___ Exercise input
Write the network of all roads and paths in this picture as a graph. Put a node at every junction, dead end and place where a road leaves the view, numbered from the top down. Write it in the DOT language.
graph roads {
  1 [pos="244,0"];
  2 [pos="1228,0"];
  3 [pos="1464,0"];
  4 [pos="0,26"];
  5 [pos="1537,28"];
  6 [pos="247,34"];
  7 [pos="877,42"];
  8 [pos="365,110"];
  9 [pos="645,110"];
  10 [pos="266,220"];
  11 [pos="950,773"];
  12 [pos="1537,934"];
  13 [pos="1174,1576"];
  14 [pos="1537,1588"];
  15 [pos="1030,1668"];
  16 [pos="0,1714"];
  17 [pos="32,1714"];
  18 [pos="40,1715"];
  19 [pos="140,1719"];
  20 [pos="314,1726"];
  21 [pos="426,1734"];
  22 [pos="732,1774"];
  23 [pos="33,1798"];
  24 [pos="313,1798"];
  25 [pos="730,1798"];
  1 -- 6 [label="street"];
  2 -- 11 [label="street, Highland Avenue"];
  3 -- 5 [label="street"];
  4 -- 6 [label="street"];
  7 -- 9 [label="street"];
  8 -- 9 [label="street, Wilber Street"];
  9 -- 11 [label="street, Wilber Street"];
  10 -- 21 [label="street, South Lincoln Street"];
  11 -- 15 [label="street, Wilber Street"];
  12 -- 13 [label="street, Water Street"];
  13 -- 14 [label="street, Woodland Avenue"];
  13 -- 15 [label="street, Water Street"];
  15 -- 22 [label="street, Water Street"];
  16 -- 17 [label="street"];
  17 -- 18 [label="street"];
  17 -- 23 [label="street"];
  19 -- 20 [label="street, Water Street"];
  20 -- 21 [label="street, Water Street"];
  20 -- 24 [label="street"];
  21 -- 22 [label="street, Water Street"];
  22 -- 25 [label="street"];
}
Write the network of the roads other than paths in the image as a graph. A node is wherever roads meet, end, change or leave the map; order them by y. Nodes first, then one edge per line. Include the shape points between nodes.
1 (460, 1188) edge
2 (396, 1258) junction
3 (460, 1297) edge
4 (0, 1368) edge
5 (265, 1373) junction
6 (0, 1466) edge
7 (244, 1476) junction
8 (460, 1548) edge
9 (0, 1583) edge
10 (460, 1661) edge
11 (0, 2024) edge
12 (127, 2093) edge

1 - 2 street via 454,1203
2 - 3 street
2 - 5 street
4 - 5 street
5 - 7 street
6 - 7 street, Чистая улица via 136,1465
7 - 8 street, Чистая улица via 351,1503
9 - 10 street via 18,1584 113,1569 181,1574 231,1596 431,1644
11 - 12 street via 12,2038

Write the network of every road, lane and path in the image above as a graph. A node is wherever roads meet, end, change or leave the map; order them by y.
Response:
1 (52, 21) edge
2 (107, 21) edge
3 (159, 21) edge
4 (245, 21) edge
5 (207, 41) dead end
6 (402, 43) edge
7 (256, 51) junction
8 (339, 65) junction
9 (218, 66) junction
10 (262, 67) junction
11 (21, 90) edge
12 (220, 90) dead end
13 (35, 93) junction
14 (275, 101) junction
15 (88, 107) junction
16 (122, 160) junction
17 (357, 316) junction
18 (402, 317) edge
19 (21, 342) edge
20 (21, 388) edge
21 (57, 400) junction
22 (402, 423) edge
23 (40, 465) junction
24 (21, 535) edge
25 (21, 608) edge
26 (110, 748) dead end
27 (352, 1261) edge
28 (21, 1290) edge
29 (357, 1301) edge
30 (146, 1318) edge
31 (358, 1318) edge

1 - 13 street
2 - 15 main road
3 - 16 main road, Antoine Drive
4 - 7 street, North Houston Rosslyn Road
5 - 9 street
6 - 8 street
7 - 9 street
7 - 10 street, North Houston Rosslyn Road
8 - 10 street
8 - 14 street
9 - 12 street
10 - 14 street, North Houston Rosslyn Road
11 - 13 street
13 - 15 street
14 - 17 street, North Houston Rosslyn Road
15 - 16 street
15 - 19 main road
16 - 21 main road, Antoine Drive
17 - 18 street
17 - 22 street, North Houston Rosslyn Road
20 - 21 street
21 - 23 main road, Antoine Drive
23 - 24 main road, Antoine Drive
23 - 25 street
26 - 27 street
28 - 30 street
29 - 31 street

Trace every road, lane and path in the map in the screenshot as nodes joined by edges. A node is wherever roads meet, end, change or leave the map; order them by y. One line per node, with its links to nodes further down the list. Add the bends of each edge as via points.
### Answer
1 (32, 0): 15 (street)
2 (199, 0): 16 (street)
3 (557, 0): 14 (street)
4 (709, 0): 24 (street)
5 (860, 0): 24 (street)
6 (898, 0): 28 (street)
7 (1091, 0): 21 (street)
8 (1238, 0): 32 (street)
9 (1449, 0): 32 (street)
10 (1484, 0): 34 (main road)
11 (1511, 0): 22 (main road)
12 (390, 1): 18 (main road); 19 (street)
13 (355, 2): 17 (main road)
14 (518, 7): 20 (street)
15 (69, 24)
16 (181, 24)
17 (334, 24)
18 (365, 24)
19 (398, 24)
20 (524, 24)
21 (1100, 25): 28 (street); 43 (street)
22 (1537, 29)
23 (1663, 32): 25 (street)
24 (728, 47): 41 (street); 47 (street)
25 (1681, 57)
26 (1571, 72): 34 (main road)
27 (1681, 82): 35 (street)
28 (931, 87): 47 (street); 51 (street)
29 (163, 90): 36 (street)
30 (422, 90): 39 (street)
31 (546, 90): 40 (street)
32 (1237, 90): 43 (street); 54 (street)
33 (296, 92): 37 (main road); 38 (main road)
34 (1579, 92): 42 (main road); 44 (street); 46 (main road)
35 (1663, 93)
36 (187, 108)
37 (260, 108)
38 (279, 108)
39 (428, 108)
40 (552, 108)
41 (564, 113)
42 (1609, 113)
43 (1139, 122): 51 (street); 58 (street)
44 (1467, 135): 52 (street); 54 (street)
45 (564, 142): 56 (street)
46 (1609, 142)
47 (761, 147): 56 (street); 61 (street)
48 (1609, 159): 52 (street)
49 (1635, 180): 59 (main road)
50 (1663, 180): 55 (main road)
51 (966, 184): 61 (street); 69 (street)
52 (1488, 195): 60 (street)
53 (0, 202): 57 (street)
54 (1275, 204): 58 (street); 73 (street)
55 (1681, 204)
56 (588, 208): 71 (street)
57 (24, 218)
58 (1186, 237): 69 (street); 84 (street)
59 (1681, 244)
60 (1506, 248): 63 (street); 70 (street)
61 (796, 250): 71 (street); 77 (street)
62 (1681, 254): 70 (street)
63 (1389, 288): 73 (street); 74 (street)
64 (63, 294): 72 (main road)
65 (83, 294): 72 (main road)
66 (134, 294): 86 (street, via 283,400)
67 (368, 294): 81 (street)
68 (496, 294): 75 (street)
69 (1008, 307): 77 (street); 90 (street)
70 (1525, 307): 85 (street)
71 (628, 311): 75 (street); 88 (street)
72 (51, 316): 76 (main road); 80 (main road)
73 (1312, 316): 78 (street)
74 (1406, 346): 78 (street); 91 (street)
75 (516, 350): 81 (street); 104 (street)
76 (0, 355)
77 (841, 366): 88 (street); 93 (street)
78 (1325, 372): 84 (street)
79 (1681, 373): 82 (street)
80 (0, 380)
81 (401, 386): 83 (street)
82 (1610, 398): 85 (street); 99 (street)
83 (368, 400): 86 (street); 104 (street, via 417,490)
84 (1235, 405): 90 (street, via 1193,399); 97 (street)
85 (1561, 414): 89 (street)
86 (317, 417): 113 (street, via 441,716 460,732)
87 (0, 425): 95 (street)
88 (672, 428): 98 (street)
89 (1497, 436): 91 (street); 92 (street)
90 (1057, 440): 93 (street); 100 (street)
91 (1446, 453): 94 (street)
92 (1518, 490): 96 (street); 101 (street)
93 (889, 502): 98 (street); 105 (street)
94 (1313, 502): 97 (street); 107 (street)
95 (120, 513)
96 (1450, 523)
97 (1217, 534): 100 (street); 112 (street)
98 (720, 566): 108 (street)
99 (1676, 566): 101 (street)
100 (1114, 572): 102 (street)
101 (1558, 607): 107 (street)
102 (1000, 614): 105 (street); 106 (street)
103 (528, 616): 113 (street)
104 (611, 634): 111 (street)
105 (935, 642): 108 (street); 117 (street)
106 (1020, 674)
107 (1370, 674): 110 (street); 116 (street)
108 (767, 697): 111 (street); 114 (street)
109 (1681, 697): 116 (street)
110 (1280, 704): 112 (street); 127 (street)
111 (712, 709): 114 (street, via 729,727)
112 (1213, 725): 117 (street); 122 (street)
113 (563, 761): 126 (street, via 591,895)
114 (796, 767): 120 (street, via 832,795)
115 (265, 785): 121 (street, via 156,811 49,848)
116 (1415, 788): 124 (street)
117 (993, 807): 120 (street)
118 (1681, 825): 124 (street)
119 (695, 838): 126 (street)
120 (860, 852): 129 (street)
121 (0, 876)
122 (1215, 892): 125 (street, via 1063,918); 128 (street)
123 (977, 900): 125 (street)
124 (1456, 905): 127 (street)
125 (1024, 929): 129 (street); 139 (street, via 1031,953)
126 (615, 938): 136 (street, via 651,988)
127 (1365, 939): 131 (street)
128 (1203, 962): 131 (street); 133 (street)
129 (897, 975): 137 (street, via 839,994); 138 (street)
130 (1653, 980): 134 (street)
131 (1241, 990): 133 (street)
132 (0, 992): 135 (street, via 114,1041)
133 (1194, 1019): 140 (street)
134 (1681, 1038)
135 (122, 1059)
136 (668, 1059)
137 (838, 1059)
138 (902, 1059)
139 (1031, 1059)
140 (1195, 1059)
______
The answer should be a single number: the count of lines in the records that hold the string "Чистая".

- [Answer to this exercise]: 2